Junior Dunn, who also took advantage of early voting, reported a similar wait time of one and a half hours.

“I arrive at the polling station around 6:30 a.m. and waited one and a half hours after the 8 a.m. opening time so vote,” he said.

LONG LINES

Dunn pointed out that while he was waiting in line, more voters arrived until the lines became very long, stretching for many blocks.

He noted that his sister also had to wait one and a half hours to cast her vote on Monday.

Pam Brown endured a four-hour wait when she turned up at the King’s Theatre on Flatbush Avenue in Brooklyn to vote.

“The lines were very long, but I was not going to leave as it was important to me that I get my vote in,” she said.

These are just some of the stories from Jamaicans around New York as many tried to take advantage of early voting.

Lines stretched for many blocks in Brooklyn, The Bronx, Manhattan, and suburban cities, villages, and towns.

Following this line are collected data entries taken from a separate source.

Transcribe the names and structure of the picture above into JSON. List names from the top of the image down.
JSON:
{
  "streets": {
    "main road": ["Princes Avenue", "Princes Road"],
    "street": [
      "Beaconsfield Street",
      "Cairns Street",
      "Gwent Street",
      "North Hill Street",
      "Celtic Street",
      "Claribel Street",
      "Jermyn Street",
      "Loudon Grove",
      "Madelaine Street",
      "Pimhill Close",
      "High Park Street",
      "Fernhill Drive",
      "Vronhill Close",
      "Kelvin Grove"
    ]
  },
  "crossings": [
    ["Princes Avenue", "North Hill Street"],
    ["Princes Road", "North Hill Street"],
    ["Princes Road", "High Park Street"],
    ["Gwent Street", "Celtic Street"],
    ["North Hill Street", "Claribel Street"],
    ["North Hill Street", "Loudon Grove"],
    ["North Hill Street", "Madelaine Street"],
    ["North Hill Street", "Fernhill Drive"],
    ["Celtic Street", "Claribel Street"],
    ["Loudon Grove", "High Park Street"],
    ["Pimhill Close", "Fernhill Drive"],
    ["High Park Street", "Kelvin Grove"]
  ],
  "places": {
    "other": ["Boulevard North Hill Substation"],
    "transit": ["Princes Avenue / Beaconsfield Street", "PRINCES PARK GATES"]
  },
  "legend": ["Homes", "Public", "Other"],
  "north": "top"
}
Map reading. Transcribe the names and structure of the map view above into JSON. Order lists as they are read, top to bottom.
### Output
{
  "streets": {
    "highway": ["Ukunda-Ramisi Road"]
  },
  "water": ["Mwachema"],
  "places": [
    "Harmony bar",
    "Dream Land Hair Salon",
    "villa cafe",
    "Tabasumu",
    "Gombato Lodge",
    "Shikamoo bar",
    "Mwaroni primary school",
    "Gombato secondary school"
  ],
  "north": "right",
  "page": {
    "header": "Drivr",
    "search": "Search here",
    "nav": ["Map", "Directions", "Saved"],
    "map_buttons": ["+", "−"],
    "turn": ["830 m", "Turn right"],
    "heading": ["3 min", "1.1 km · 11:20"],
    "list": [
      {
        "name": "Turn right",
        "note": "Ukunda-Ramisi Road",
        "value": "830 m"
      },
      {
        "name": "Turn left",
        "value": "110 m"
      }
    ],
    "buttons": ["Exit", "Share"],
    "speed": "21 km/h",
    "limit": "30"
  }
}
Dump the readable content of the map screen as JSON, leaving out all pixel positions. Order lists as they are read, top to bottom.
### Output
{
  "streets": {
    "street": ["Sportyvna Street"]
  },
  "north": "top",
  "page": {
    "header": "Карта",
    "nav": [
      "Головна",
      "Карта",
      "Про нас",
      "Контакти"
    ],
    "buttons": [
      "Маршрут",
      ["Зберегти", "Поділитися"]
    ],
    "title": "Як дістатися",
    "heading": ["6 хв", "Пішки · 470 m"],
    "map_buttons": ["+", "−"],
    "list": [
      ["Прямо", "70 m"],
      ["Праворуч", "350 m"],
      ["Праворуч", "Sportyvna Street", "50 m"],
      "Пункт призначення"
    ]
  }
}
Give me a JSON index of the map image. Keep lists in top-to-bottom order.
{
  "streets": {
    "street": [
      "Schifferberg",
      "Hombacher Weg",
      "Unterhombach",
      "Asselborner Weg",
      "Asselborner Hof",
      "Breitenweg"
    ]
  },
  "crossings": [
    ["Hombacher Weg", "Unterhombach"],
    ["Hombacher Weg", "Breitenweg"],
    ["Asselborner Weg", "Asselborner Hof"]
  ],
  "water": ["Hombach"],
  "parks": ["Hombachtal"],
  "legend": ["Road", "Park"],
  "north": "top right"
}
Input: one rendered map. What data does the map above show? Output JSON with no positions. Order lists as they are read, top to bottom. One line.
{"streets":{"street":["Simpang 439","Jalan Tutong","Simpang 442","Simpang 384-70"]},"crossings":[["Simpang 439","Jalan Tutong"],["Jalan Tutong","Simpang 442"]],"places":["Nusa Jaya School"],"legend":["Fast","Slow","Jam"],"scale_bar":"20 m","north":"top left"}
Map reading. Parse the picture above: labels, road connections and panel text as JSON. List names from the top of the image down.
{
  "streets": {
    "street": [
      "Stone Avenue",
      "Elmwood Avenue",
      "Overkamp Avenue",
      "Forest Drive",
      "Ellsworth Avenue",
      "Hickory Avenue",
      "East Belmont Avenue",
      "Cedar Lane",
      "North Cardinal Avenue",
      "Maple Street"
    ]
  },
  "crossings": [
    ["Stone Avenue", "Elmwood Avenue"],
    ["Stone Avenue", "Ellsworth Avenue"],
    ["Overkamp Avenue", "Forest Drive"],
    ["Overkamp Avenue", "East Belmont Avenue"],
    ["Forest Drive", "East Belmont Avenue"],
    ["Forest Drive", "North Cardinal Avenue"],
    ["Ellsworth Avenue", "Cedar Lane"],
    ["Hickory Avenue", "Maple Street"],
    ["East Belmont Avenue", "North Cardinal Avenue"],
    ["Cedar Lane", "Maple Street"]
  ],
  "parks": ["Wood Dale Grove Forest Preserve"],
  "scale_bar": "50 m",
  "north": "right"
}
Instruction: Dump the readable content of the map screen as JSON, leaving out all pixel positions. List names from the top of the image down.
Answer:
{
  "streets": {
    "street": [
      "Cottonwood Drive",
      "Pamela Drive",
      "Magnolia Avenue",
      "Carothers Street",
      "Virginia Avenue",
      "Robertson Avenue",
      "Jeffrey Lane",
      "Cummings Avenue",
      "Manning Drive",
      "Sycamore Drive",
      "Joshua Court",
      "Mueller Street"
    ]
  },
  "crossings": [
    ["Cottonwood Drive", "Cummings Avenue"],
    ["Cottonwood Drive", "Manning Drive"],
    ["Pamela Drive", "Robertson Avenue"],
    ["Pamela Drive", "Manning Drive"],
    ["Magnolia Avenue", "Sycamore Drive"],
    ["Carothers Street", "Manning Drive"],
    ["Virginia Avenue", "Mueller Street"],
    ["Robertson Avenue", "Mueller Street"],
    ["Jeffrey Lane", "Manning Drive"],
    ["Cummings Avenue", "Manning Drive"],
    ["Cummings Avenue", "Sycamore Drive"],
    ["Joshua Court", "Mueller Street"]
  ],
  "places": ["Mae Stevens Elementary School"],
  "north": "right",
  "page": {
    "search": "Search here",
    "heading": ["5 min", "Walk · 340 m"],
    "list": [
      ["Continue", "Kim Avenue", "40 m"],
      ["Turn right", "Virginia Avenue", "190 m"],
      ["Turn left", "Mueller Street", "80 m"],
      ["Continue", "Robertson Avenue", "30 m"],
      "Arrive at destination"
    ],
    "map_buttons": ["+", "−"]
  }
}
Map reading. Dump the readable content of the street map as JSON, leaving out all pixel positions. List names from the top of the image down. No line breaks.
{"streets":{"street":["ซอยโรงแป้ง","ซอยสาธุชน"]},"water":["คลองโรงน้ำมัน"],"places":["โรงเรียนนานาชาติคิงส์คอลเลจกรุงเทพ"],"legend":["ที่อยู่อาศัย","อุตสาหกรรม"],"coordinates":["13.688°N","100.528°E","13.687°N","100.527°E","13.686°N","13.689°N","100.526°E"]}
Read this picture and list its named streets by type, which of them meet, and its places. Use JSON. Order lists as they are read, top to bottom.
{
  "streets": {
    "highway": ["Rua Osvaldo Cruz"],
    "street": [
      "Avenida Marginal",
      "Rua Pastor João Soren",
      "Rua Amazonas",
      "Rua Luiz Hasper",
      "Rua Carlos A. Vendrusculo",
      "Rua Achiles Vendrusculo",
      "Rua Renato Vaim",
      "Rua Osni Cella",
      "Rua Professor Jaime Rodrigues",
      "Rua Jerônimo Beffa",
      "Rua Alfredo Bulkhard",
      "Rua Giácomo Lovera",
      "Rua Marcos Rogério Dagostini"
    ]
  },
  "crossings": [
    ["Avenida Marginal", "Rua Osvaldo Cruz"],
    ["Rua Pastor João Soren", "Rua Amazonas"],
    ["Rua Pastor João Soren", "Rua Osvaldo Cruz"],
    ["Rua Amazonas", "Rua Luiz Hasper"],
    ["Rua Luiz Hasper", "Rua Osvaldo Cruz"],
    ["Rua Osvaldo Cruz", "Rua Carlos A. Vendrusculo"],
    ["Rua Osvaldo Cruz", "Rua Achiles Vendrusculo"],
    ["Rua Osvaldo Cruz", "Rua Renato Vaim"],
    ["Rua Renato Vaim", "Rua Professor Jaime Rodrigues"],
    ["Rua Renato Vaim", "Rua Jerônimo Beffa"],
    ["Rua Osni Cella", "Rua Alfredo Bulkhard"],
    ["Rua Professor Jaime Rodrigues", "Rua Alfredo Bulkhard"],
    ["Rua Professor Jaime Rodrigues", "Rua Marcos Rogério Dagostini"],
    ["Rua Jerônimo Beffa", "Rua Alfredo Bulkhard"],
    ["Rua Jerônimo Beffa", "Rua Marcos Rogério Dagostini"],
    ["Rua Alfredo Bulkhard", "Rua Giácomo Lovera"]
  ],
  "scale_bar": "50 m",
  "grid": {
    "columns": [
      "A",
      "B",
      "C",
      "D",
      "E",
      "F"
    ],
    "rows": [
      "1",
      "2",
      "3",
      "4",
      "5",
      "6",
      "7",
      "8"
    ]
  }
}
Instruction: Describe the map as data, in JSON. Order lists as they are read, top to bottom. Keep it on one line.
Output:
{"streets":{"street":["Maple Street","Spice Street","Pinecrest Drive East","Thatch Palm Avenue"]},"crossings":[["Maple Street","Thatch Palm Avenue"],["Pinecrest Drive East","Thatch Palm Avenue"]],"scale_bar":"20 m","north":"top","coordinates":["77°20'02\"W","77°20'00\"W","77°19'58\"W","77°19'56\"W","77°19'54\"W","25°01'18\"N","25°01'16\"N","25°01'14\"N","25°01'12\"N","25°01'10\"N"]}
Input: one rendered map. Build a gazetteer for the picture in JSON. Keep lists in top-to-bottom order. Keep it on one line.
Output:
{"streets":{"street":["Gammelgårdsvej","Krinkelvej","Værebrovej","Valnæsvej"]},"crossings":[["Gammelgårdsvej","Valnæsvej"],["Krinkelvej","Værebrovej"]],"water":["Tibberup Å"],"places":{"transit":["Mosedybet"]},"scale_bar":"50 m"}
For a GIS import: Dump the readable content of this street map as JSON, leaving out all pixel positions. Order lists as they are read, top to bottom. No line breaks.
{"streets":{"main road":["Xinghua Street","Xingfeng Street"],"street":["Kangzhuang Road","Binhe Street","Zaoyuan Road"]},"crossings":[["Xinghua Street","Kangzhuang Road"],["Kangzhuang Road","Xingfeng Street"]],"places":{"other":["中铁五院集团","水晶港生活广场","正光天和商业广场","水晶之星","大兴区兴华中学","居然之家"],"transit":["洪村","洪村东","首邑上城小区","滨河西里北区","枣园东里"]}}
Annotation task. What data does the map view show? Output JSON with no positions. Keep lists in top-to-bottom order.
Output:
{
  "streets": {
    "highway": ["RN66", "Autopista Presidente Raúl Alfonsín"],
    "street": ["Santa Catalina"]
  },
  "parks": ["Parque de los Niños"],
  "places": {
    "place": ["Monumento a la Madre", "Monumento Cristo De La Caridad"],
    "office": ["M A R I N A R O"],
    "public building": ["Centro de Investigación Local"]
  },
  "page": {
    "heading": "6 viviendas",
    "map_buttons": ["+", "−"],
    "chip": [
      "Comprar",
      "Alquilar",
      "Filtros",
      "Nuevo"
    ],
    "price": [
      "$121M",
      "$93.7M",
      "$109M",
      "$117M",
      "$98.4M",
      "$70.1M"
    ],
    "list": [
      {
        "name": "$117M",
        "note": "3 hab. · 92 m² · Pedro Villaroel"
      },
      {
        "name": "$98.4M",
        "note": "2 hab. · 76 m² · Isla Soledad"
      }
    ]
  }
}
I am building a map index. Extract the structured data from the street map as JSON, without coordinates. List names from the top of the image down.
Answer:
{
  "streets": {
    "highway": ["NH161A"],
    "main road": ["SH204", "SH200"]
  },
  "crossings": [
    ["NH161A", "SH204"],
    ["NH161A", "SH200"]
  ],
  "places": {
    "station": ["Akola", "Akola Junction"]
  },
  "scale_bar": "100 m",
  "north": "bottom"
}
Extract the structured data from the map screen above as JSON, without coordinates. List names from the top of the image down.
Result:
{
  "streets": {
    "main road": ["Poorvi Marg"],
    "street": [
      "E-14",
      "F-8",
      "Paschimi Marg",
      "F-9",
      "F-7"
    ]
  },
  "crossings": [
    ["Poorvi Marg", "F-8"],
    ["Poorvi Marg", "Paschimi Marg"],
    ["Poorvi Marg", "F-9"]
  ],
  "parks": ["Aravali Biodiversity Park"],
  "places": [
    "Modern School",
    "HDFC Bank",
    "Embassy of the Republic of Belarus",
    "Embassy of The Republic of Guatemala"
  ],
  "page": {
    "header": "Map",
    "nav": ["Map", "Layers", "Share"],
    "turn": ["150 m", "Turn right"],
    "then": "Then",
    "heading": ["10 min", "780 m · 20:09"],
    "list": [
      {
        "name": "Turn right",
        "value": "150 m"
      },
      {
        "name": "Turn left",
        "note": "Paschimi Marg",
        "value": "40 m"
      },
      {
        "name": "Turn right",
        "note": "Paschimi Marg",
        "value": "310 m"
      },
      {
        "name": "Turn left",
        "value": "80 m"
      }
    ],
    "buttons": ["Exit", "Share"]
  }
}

New York City Mayor Bill de Blasio waited more than three hours to cast his ballot in Brooklyn.

The complaint was that many voting places did not have sufficient machines to accommodate the surge of voters turning out to vote.

Brown noted that there were not enough voting machines to allow for a speeding-up of the process, given the number of people who turned out.

“Maybe they were not expecting this many people to take advantage of early voting,” said Brown.